Saved entries:
• • •
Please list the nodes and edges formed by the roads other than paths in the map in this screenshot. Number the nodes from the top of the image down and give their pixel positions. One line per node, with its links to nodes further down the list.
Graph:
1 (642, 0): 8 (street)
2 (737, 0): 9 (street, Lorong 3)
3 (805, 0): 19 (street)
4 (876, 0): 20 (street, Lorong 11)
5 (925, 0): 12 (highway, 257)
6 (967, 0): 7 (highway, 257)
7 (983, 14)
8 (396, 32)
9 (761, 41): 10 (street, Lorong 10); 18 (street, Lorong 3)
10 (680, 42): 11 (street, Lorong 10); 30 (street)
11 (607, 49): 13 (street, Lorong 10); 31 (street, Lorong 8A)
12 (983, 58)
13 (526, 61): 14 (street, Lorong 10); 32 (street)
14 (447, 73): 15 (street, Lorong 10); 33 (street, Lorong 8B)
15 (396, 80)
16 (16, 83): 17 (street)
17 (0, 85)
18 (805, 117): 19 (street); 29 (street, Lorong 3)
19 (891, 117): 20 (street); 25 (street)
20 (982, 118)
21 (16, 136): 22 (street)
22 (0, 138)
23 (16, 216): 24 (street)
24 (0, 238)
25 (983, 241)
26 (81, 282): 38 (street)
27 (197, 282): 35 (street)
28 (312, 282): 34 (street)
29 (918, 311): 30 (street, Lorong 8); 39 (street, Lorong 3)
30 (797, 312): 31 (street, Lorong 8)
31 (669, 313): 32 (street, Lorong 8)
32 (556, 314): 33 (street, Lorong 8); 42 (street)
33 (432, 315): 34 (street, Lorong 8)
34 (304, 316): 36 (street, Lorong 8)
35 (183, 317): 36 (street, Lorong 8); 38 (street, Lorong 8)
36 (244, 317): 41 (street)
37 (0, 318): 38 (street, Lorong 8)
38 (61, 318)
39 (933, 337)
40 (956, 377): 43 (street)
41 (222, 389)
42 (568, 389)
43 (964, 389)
• • •
> **What the task asks**: Select and copy each line from the data that includes the word "highway".

> **Exercise result**:
5 (925, 0): 12 (highway, 257)
6 (967, 0): 7 (highway, 257)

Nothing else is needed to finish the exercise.